• [WHAT THE TASK REQUIRES]:
Going line by line through the records below, count those with the word "this" and give only the count.

### SUPPLIED RECORDS

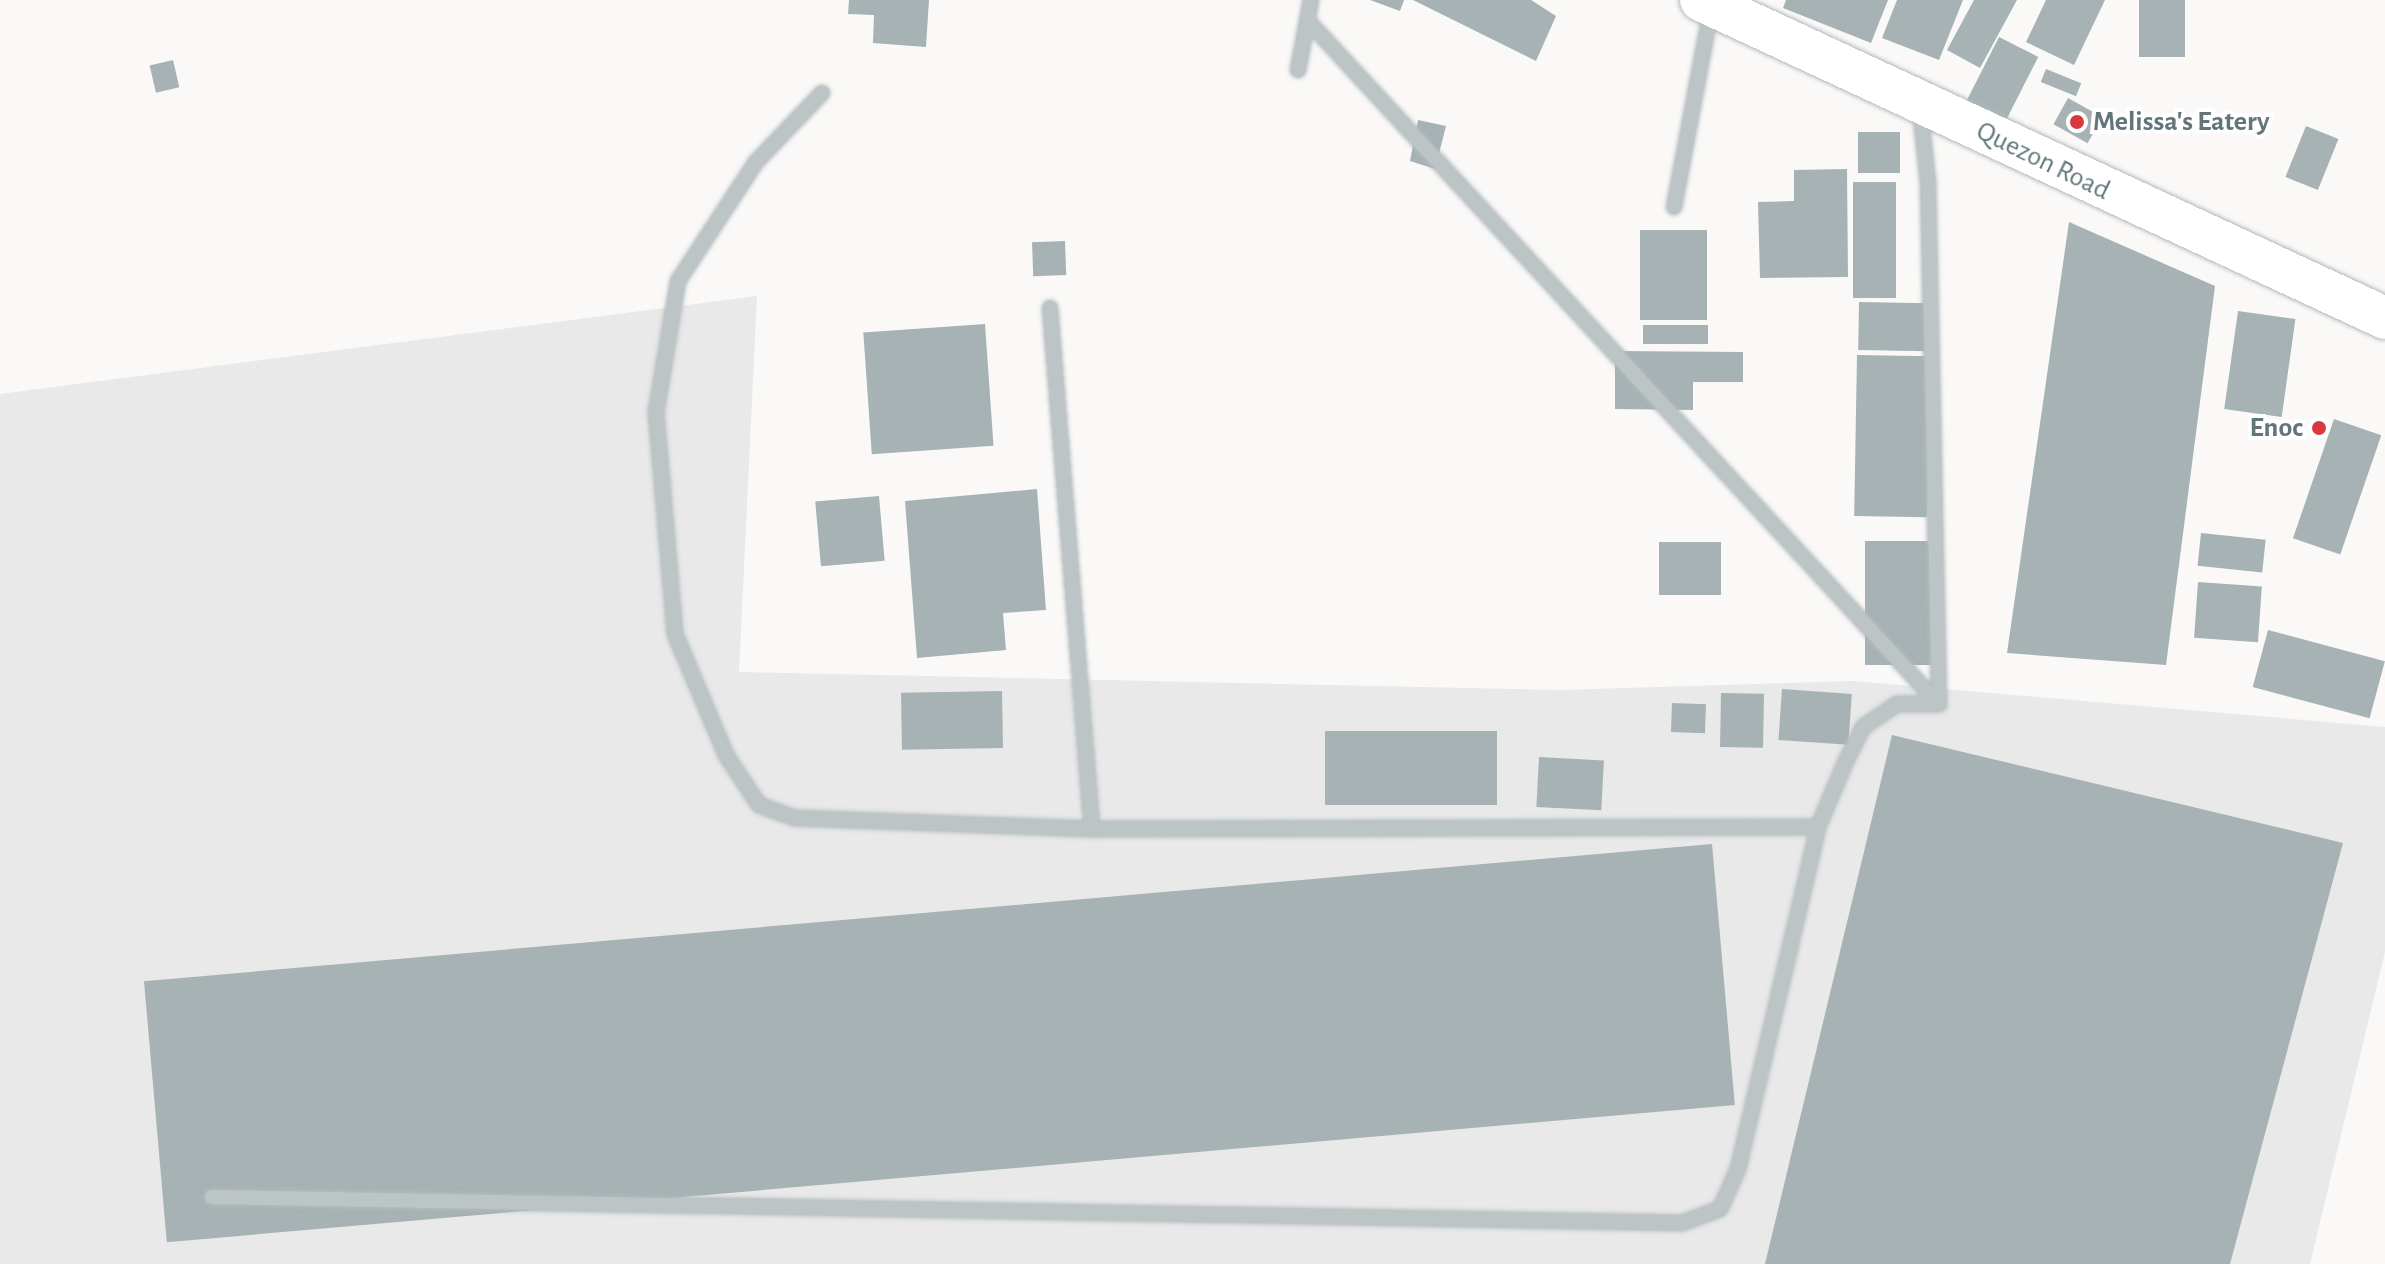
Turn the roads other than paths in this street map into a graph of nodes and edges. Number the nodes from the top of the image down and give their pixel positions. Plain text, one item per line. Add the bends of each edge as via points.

######
### SUPPLIED RECORDS

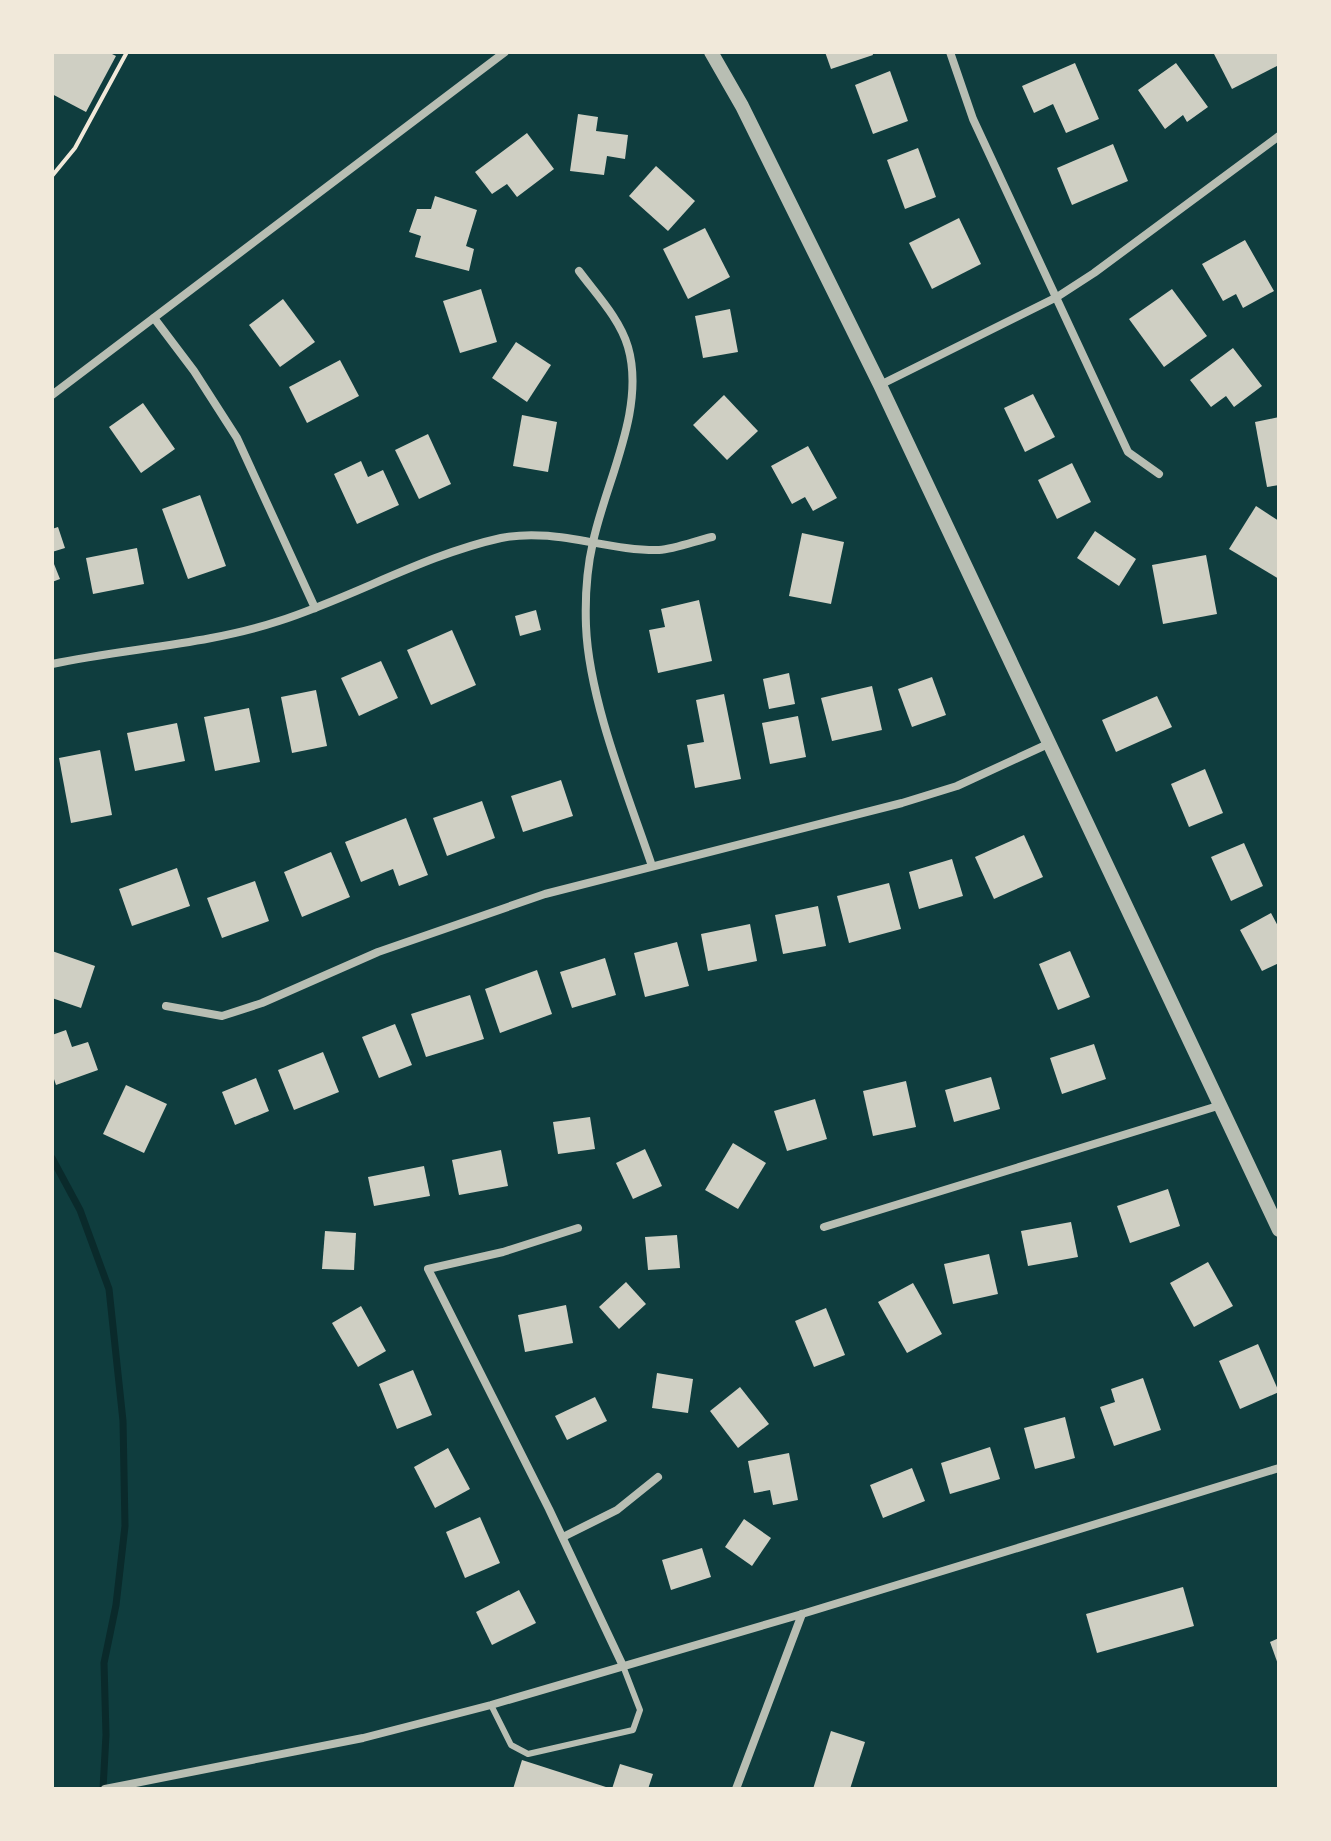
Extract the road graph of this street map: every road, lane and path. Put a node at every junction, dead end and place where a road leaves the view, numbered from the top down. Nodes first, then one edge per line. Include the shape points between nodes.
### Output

######
### SUPPLIED RECORDS

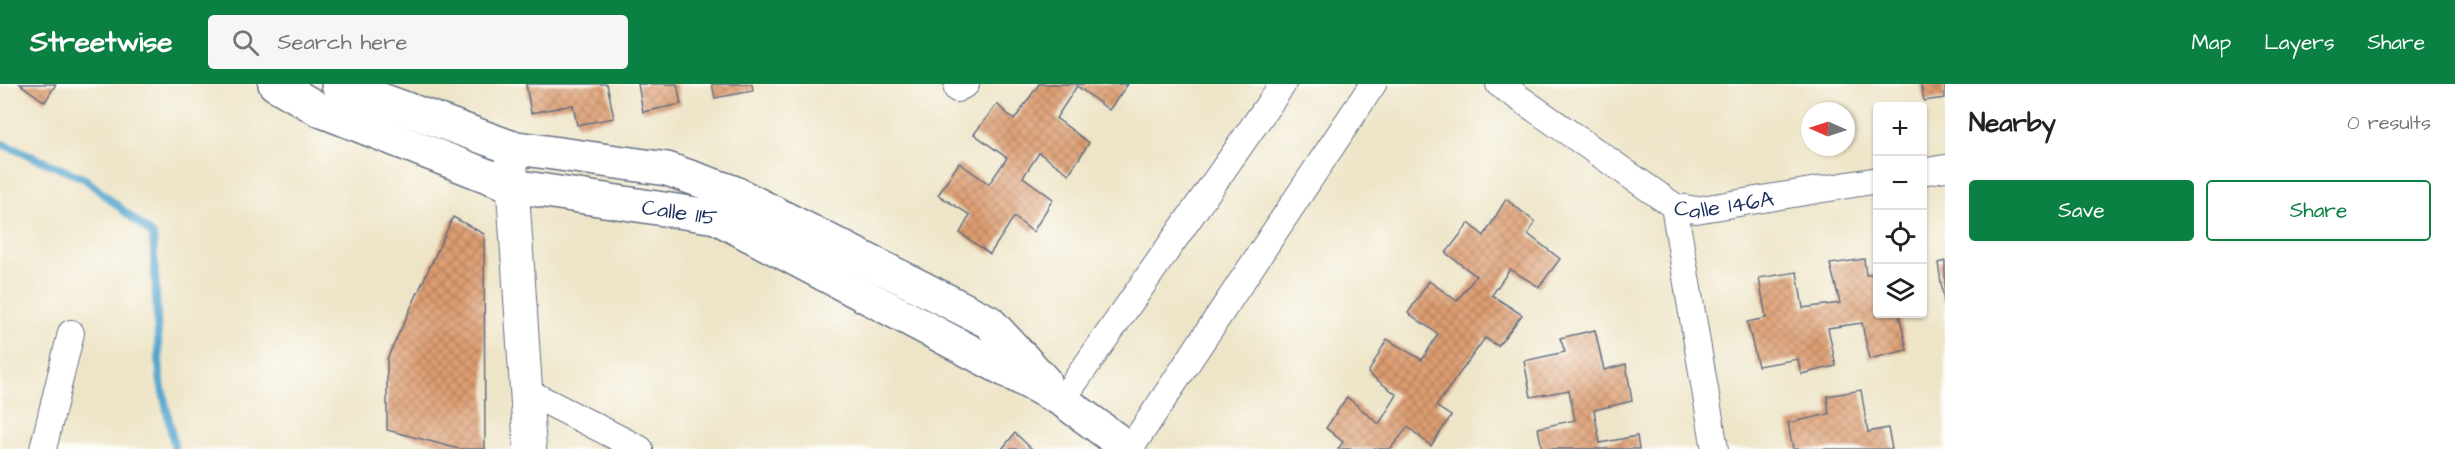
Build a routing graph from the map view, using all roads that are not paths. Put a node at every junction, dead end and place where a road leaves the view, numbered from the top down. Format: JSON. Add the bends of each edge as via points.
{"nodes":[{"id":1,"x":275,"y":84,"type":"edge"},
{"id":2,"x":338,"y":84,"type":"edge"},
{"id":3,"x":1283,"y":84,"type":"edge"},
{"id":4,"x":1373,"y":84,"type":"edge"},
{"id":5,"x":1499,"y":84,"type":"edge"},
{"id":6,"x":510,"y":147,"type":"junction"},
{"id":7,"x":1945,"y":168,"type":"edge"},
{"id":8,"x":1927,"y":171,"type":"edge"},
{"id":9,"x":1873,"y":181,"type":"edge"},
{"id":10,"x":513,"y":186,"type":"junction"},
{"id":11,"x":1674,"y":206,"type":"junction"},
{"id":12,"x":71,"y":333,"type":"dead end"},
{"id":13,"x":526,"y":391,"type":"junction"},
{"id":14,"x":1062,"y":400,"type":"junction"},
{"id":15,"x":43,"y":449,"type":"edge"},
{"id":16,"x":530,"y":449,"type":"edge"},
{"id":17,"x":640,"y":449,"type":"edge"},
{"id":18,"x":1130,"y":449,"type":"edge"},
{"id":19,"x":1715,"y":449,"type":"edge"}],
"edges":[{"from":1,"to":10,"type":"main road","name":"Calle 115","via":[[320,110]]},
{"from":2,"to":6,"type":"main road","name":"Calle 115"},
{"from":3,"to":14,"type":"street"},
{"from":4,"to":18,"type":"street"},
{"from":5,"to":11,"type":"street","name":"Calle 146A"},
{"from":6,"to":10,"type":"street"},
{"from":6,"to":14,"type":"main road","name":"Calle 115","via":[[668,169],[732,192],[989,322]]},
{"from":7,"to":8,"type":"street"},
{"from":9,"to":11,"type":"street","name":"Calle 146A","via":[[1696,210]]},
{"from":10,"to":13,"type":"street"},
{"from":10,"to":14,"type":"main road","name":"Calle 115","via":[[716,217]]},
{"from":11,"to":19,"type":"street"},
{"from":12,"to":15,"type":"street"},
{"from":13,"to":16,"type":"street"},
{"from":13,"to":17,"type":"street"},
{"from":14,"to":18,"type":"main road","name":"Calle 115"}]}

######

• [ANSWER BOX]:
2